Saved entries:
BEGIN

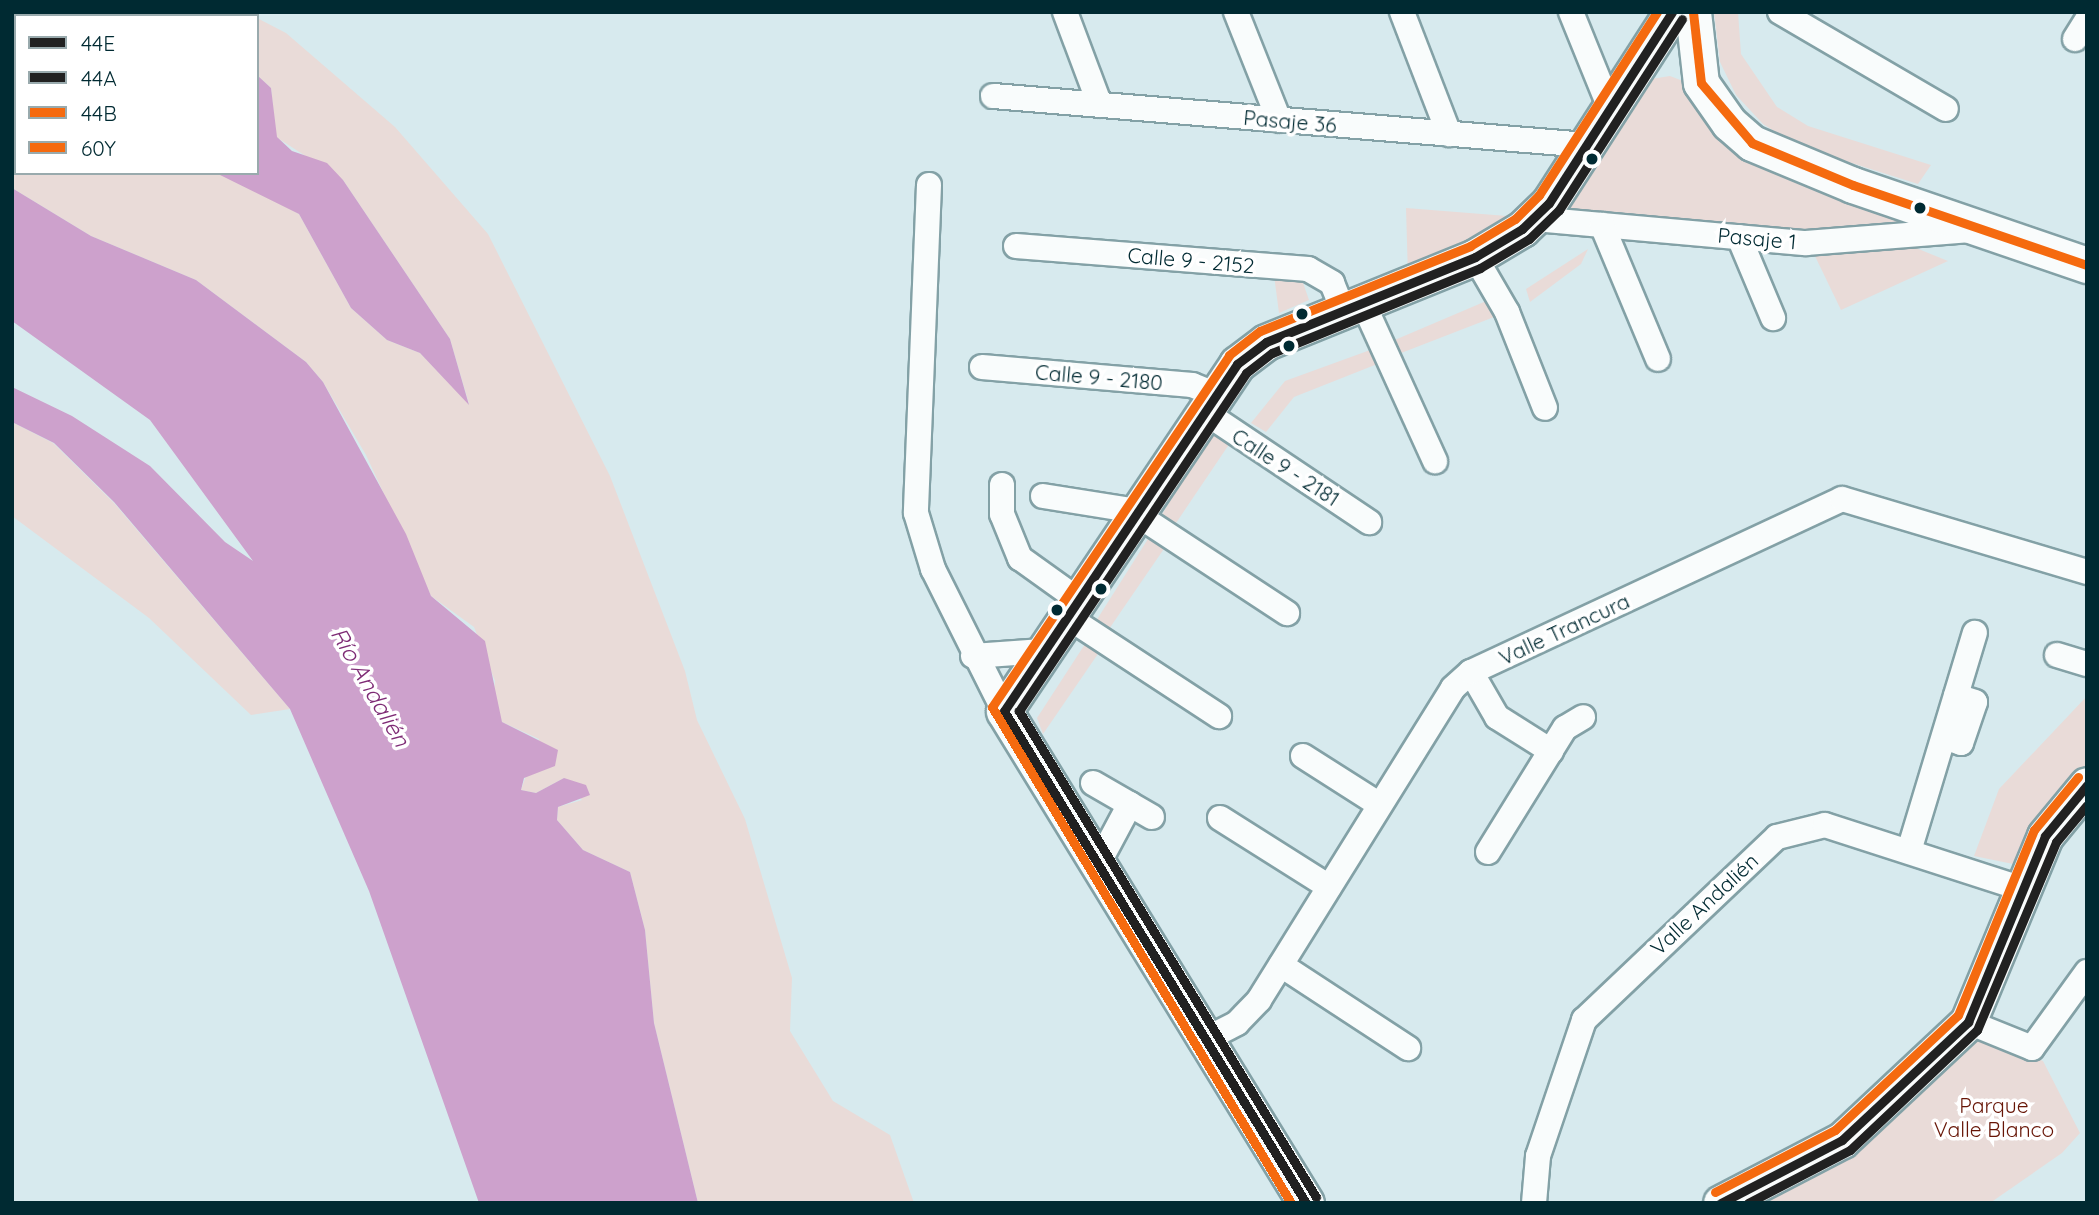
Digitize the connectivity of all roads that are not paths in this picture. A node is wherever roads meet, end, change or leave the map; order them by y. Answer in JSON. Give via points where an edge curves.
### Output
{"nodes":[{"id":1,"x":1065,"y":12,"type":"edge"},
{"id":2,"x":1236,"y":12,"type":"edge"},
{"id":3,"x":1402,"y":12,"type":"edge"},
{"id":4,"x":1571,"y":12,"type":"edge"},
{"id":5,"x":1672,"y":12,"type":"edge"},
{"id":6,"x":1693,"y":12,"type":"edge"},
{"id":7,"x":1780,"y":12,"type":"edge"},
{"id":8,"x":1640,"y":62,"type":"junction"},
{"id":9,"x":1697,"y":73,"type":"junction"},
{"id":10,"x":993,"y":96,"type":"dead end"},
{"id":11,"x":1100,"y":105,"type":"junction"},
{"id":12,"x":1610,"y":108,"type":"junction"},
{"id":13,"x":1946,"y":109,"type":"dead end"},
{"id":14,"x":1279,"y":120,"type":"junction"},
{"id":15,"x":1450,"y":134,"type":"junction"},
{"id":16,"x":1587,"y":145,"type":"junction"},
{"id":17,"x":929,"y":185,"type":"dead end"},
{"id":18,"x":1535,"y":219,"type":"junction"},
{"id":19,"x":1602,"y":225,"type":"junction"},
{"id":20,"x":1979,"y":229,"type":"junction"},
{"id":21,"x":1740,"y":237,"type":"junction"},
{"id":22,"x":1016,"y":246,"type":"dead end"},
{"id":23,"x":1475,"y":257,"type":"junction"},
{"id":24,"x":2087,"y":265,"type":"edge"},
{"id":25,"x":1353,"y":307,"type":"junction"},
{"id":26,"x":1773,"y":318,"type":"dead end"},
{"id":27,"x":1658,"y":359,"type":"dead end"},
{"id":28,"x":982,"y":367,"type":"dead end"},
{"id":29,"x":1208,"y":403,"type":"junction"},
{"id":30,"x":1545,"y":408,"type":"dead end"},
{"id":31,"x":1435,"y":461,"type":"dead end"},
{"id":32,"x":1002,"y":485,"type":"dead end"},
{"id":33,"x":1043,"y":496,"type":"dead end"},
{"id":34,"x":1135,"y":513,"type":"junction"},
{"id":35,"x":1369,"y":522,"type":"dead end"},
{"id":36,"x":2087,"y":572,"type":"edge"},
{"id":37,"x":1072,"y":607,"type":"junction"},
{"id":38,"x":1287,"y":613,"type":"dead end"},
{"id":39,"x":1976,"y":633,"type":"dead end"},
{"id":40,"x":1042,"y":651,"type":"junction"},
{"id":41,"x":2057,"y":655,"type":"dead end"},
{"id":42,"x":973,"y":656,"type":"junction"},
{"id":43,"x":2087,"y":664,"type":"edge"},
{"id":44,"x":1471,"y":672,"type":"junction"},
{"id":45,"x":1004,"y":711,"type":"junction"},
{"id":46,"x":1219,"y":716,"type":"dead end"},
{"id":47,"x":1583,"y":717,"type":"dead end"},
{"id":48,"x":1551,"y":751,"type":"junction"},
{"id":49,"x":1303,"y":755,"type":"dead end"},
{"id":50,"x":1093,"y":783,"type":"dead end"},
{"id":51,"x":2087,"y":785,"type":"edge"},
{"id":52,"x":1130,"y":804,"type":"junction"},
{"id":53,"x":1380,"y":805,"type":"junction"},
{"id":54,"x":1152,"y":817,"type":"dead end"},
{"id":55,"x":1220,"y":818,"type":"dead end"},
{"id":56,"x":1909,"y":851,"type":"junction"},
{"id":57,"x":1488,"y":852,"type":"dead end"},
{"id":58,"x":1098,"y":864,"type":"junction"},
{"id":59,"x":1329,"y":887,"type":"junction"},
{"id":60,"x":2023,"y":889,"type":"junction"},
{"id":61,"x":1281,"y":965,"type":"junction"},
{"id":62,"x":2087,"y":972,"type":"edge"},
{"id":63,"x":1968,"y":1022,"type":"junction"},
{"id":64,"x":1206,"y":1039,"type":"junction"},
{"id":65,"x":1408,"y":1048,"type":"dead end"},
{"id":66,"x":1306,"y":1203,"type":"edge"},
{"id":67,"x":1534,"y":1203,"type":"edge"},
{"id":68,"x":1721,"y":1203,"type":"edge"}],
"edges":[{"from":1,"to":11,"type":"street"},
{"from":2,"to":14,"type":"street"},
{"from":3,"to":15,"type":"street"},
{"from":4,"to":12,"type":"street"},
{"from":5,"to":8,"type":"street"},
{"from":6,"to":9,"type":"street"},
{"from":7,"to":13,"type":"street"},
{"from":8,"to":9,"type":"street"},
{"from":8,"to":12,"type":"street"},
{"from":9,"to":20,"type":"street","via":[[1719,111],[1752,142]]},
{"from":10,"to":11,"type":"street","name":"Pasaje 36"},
{"from":11,"to":14,"type":"street","name":"Pasaje 36"},
{"from":12,"to":16,"type":"street"},
{"from":14,"to":15,"type":"street","name":"Pasaje 36"},
{"from":15,"to":16,"type":"street","name":"Pasaje 36"},
{"from":16,"to":18,"type":"street"},
{"from":17,"to":42,"type":"street","via":[[916,513],[933,569]]},
{"from":18,"to":19,"type":"street","name":"Pasaje 1"},
{"from":18,"to":23,"type":"street"},
{"from":19,"to":21,"type":"street","name":"Pasaje 1"},
{"from":19,"to":27,"type":"street"},
{"from":20,"to":21,"type":"street","name":"Pasaje 1","via":[[1806,243]]},
{"from":20,"to":24,"type":"street"},
{"from":21,"to":26,"type":"street"},
{"from":22,"to":25,"type":"street","name":"Calle 9 - 2152","via":[[1308,269],[1332,283]]},
{"from":23,"to":25,"type":"street"},
{"from":23,"to":30,"type":"street","via":[[1507,312]]},
{"from":25,"to":29,"type":"street","via":[[1266,342],[1237,364]]},
{"from":25,"to":31,"type":"street","name":"Calle 9 - 2152"},
{"from":28,"to":29,"type":"street","name":"Calle 9 - 2180","via":[[1192,385]]},
{"from":29,"to":34,"type":"street"},
{"from":29,"to":35,"type":"street","name":"Calle 9 - 2181"},
{"from":32,"to":37,"type":"street","via":[[1002,514],[1020,558]]},
{"from":33,"to":34,"type":"street"},
{"from":34,"to":37,"type":"street"},
{"from":34,"to":38,"type":"street"},
{"from":36,"to":44,"type":"street","name":"Valle Trancura","via":[[1842,499]]},
{"from":37,"to":40,"type":"street"},
{"from":37,"to":46,"type":"street"},
{"from":39,"to":56,"type":"street","via":[[1956,696],[1975,702],[1961,743],[1944,737]]},
{"from":40,"to":42,"type":"street"},
{"from":40,"to":45,"type":"street"},
{"from":41,"to":43,"type":"street"},
{"from":42,"to":45,"type":"street"},
{"from":44,"to":48,"type":"street","via":[[1497,717]]},
{"from":44,"to":53,"type":"street","name":"Valle Trancura","via":[[1453,688]]},
{"from":45,"to":58,"type":"street"},
{"from":47,"to":48,"type":"street","via":[[1569,724]]},
{"from":48,"to":57,"type":"street"},
{"from":49,"to":53,"type":"street"},
{"from":50,"to":52,"type":"street"},
{"from":51,"to":60,"type":"street","via":[[2052,823]]},
{"from":52,"to":54,"type":"street"},
{"from":52,"to":58,"type":"street"},
{"from":53,"to":59,"type":"street","name":"Valle Trancura"},
{"from":55,"to":59,"type":"street"},
{"from":56,"to":60,"type":"street","name":"Valle Andalién"},
{"from":56,"to":67,"type":"street","name":"Valle Andalién","via":[[1825,825],[1788,831],[1594,1007],[1577,1037],[1538,1156]]},
{"from":58,"to":64,"type":"street"},
{"from":59,"to":61,"type":"street","name":"Valle Trancura"},
{"from":60,"to":63,"type":"street"},
{"from":61,"to":64,"type":"street","name":"Valle Trancura","via":[[1246,1016]]},
{"from":61,"to":65,"type":"street"},
{"from":62,"to":63,"type":"street","via":[[2032,1048]]},
{"from":63,"to":68,"type":"street","via":[[1842,1140]]},
{"from":64,"to":66,"type":"street"}]}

END

## Activity
Pull out all lines of the data with the string "Calle".

## Result of the task
{"from":22,"to":25,"type":"street","name":"Calle 9 - 2152","via":[[1308,269],[1332,283]]},
{"from":25,"to":31,"type":"street","name":"Calle 9 - 2152"},
{"from":28,"to":29,"type":"street","name":"Calle 9 - 2180","via":[[1192,385]]},
{"from":29,"to":35,"type":"street","name":"Calle 9 - 2181"},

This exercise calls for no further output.